Collected data
::::::
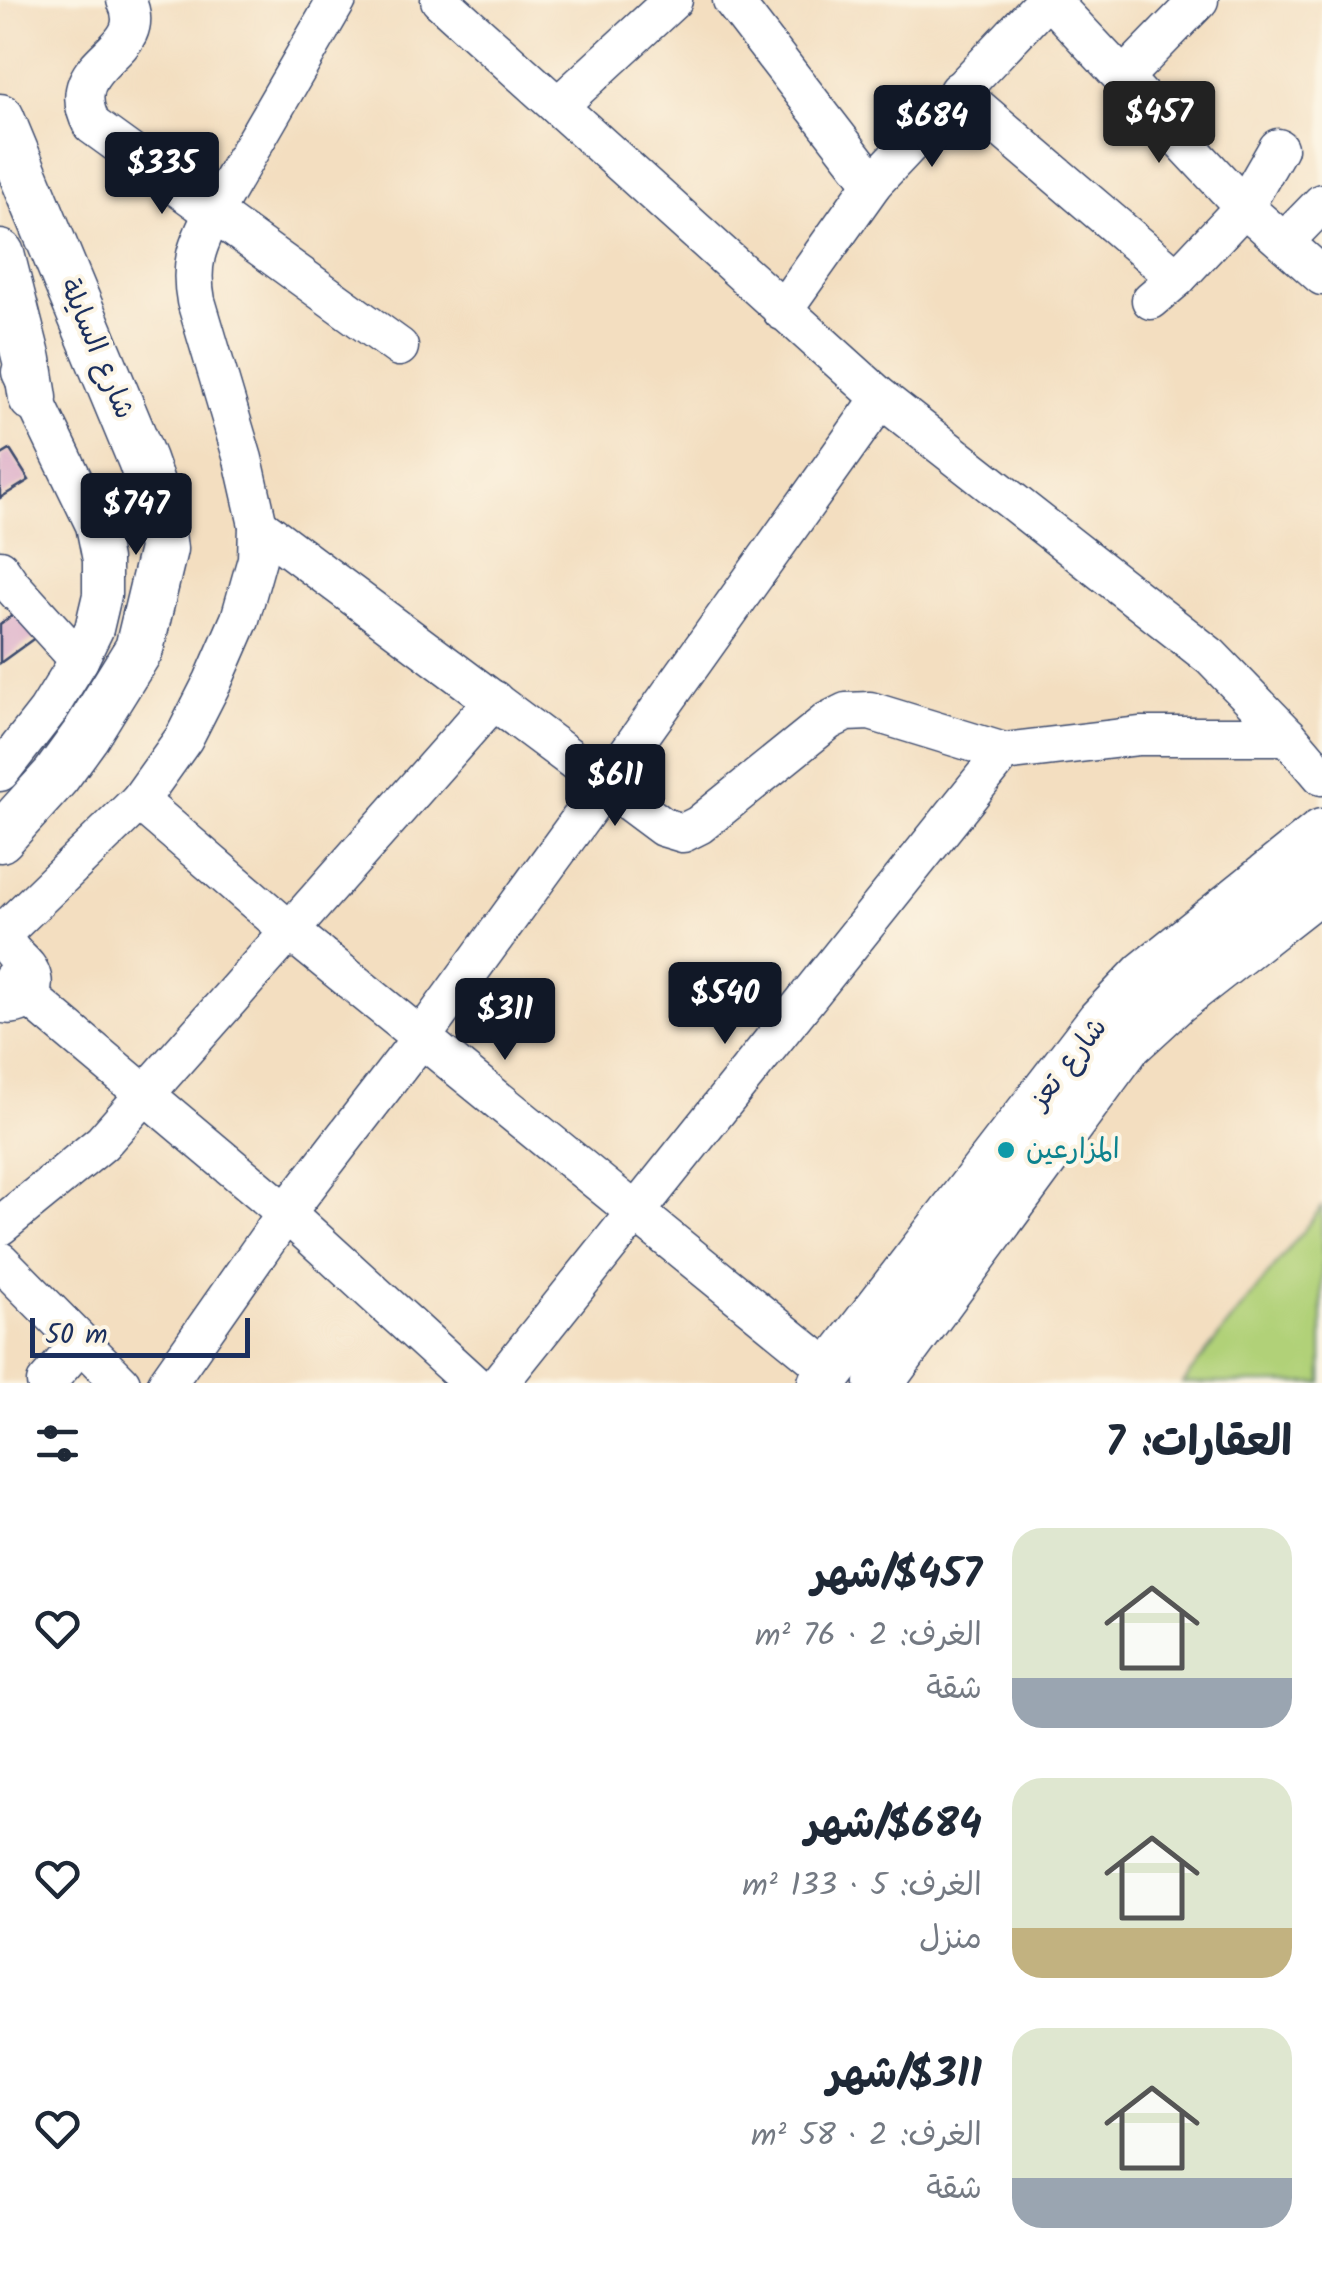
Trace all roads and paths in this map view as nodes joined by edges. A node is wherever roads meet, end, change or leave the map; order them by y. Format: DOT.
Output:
graph roads {
  1 [pos="126,0"];
  2 [pos="337,0"];
  3 [pos="440,0"];
  4 [pos="673,0"];
  5 [pos="732,0"];
  6 [pos="1048,0"];
  7 [pos="1199,0"];
  8 [pos="1124,78"];
  9 [pos="958,91"];
  10 [pos="558,106"];
  11 [pos="0,118"];
  12 [pos="1278,148"];
  13 [pos="873,183"];
  14 [pos="1322,204"];
  15 [pos="1244,208"];
  16 [pos="214,212"];
  17 [pos="1284,242"];
  18 [pos="0,254"];
  19 [pos="1322,276"];
  20 [pos="782,311"];
  21 [pos="0,326"];
  22 [pos="399,347"];
  23 [pos="33,398"];
  24 [pos="881,398"];
  25 [pos="258,524"];
  26 [pos="4,583"];
  27 [pos="79,660"];
  28 [pos="494,700"];
  29 [pos="1288,736"];
  30 [pos="1004,752"];
  31 [pos="0,772"];
  32 [pos="1322,776"];
  33 [pos="606,784"];
  34 [pos="139,801"];
  35 [pos="1322,833"];
  36 [pos="0,838"];
  37 [pos="1322,886"];
  38 [pos="290,931"];
  39 [pos="0,967"];
  40 [pos="14,999"];
  41 [pos="1114,1033"];
  42 [pos="421,1038"];
  43 [pos="144,1094"];
  44 [pos="286,1213"];
  45 [pos="635,1213"];
  46 [pos="0,1226"];
  47 [pos="0,1261"];
  48 [pos="81,1343"];
  49 [pos="826,1377"];
  50 [pos="46,1383"];
  51 [pos="121,1383"];
  52 [pos="167,1383"];
  53 [pos="472,1383"];
  54 [pos="498,1383"];
  55 [pos="879,1383"];
  1 -- 16 [label="street"];
  2 -- 16 [label="street"];
  3 -- 10 [label="street"];
  4 -- 10 [label="street"];
  5 -- 13 [label="street"];
  6 -- 8 [label="street"];
  6 -- 9 [label="street"];
  7 -- 8 [label="street"];
  8 -- 15 [label="street"];
  9 -- 13 [label="street"];
  9 -- 15 [label="street"];
  10 -- 20 [label="street"];
  11 -- 36 [label="main road, شارع السايلة"];
  12 -- 15 [label="street"];
  13 -- 20 [label="street"];
  14 -- 17 [label="street"];
  15 -- 17 [label="street"];
  16 -- 22 [label="street"];
  16 -- 25 [label="street"];
  17 -- 19 [label="street"];
  18 -- 23 [label="main road"];
  20 -- 24 [label="street"];
  21 -- 23 [label="street"];
  23 -- 27 [label="street"];
  24 -- 29 [label="street"];
  24 -- 33 [label="street"];
  25 -- 28 [label="street"];
  25 -- 34 [label="street"];
  26 -- 27 [label="street"];
  27 -- 31 [label="street"];
  28 -- 33 [label="street"];
  28 -- 38 [label="street"];
  29 -- 30 [label="street"];
  29 -- 32 [label="street"];
  30 -- 33 [label="street"];
  30 -- 45 [label="street"];
  33 -- 42 [label="street"];
  34 -- 38 [label="street"];
  34 -- 40 [label="street"];
  35 -- 41 [label="main road, شارع تعز"];
  37 -- 41 [label="main road, شارع تعز"];
  38 -- 42 [label="street"];
  38 -- 43 [label="street"];
  39 -- 40 [label="street"];
  40 -- 43 [label="street"];
  41 -- 49 [label="main road, شارع تعز"];
  41 -- 55 [label="main road, شارع تعز"];
  42 -- 44 [label="street"];
  42 -- 45 [label="street"];
  43 -- 44 [label="street"];
  43 -- 46 [label="street"];
  44 -- 52 [label="street"];
  44 -- 53 [label="street"];
  45 -- 49 [label="street"];
  45 -- 54 [label="street"];
  47 -- 48 [label="street"];
  48 -- 50 [label="street"];
  48 -- 51 [label="street"];
}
::::::
DIRECTIONS FOR THIS TASK -> Copy out all the data above exactly as written. Skip the pictures.

WORKED SOLUTION ->
Trace all roads and paths in this map view as nodes joined by edges. A node is wherever roads meet, end, change or leave the map; order them by y. Format: DOT.
Output:
graph roads {
  1 [pos="126,0"];
  2 [pos="337,0"];
  3 [pos="440,0"];
  4 [pos="673,0"];
  5 [pos="732,0"];
  6 [pos="1048,0"];
  7 [pos="1199,0"];
  8 [pos="1124,78"];
  9 [pos="958,91"];
  10 [pos="558,106"];
  11 [pos="0,118"];
  12 [pos="1278,148"];
  13 [pos="873,183"];
  14 [pos="1322,204"];
  15 [pos="1244,208"];
  16 [pos="214,212"];
  17 [pos="1284,242"];
  18 [pos="0,254"];
  19 [pos="1322,276"];
  20 [pos="782,311"];
  21 [pos="0,326"];
  22 [pos="399,347"];
  23 [pos="33,398"];
  24 [pos="881,398"];
  25 [pos="258,524"];
  26 [pos="4,583"];
  27 [pos="79,660"];
  28 [pos="494,700"];
  29 [pos="1288,736"];
  30 [pos="1004,752"];
  31 [pos="0,772"];
  32 [pos="1322,776"];
  33 [pos="606,784"];
  34 [pos="139,801"];
  35 [pos="1322,833"];
  36 [pos="0,838"];
  37 [pos="1322,886"];
  38 [pos="290,931"];
  39 [pos="0,967"];
  40 [pos="14,999"];
  41 [pos="1114,1033"];
  42 [pos="421,1038"];
  43 [pos="144,1094"];
  44 [pos="286,1213"];
  45 [pos="635,1213"];
  46 [pos="0,1226"];
  47 [pos="0,1261"];
  48 [pos="81,1343"];
  49 [pos="826,1377"];
  50 [pos="46,1383"];
  51 [pos="121,1383"];
  52 [pos="167,1383"];
  53 [pos="472,1383"];
  54 [pos="498,1383"];
  55 [pos="879,1383"];
  1 -- 16 [label="street"];
  2 -- 16 [label="street"];
  3 -- 10 [label="street"];
  4 -- 10 [label="street"];
  5 -- 13 [label="street"];
  6 -- 8 [label="street"];
  6 -- 9 [label="street"];
  7 -- 8 [label="street"];
  8 -- 15 [label="street"];
  9 -- 13 [label="street"];
  9 -- 15 [label="street"];
  10 -- 20 [label="street"];
  11 -- 36 [label="main road, شارع السايلة"];
  12 -- 15 [label="street"];
  13 -- 20 [label="street"];
  14 -- 17 [label="street"];
  15 -- 17 [label="street"];
  16 -- 22 [label="street"];
  16 -- 25 [label="street"];
  17 -- 19 [label="street"];
  18 -- 23 [label="main road"];
  20 -- 24 [label="street"];
  21 -- 23 [label="street"];
  23 -- 27 [label="street"];
  24 -- 29 [label="street"];
  24 -- 33 [label="street"];
  25 -- 28 [label="street"];
  25 -- 34 [label="street"];
  26 -- 27 [label="street"];
  27 -- 31 [label="street"];
  28 -- 33 [label="street"];
  28 -- 38 [label="street"];
  29 -- 30 [label="street"];
  29 -- 32 [label="street"];
  30 -- 33 [label="street"];
  30 -- 45 [label="street"];
  33 -- 42 [label="street"];
  34 -- 38 [label="street"];
  34 -- 40 [label="street"];
  35 -- 41 [label="main road, شارع تعز"];
  37 -- 41 [label="main road, شارع تعز"];
  38 -- 42 [label="street"];
  38 -- 43 [label="street"];
  39 -- 40 [label="street"];
  40 -- 43 [label="street"];
  41 -- 49 [label="main road, شارع تعز"];
  41 -- 55 [label="main road, شارع تعز"];
  42 -- 44 [label="street"];
  42 -- 45 [label="street"];
  43 -- 44 [label="street"];
  43 -- 46 [label="street"];
  44 -- 52 [label="street"];
  44 -- 53 [label="street"];
  45 -- 49 [label="street"];
  45 -- 54 [label="street"];
  47 -- 48 [label="street"];
  48 -- 50 [label="street"];
  48 -- 51 [label="street"];
}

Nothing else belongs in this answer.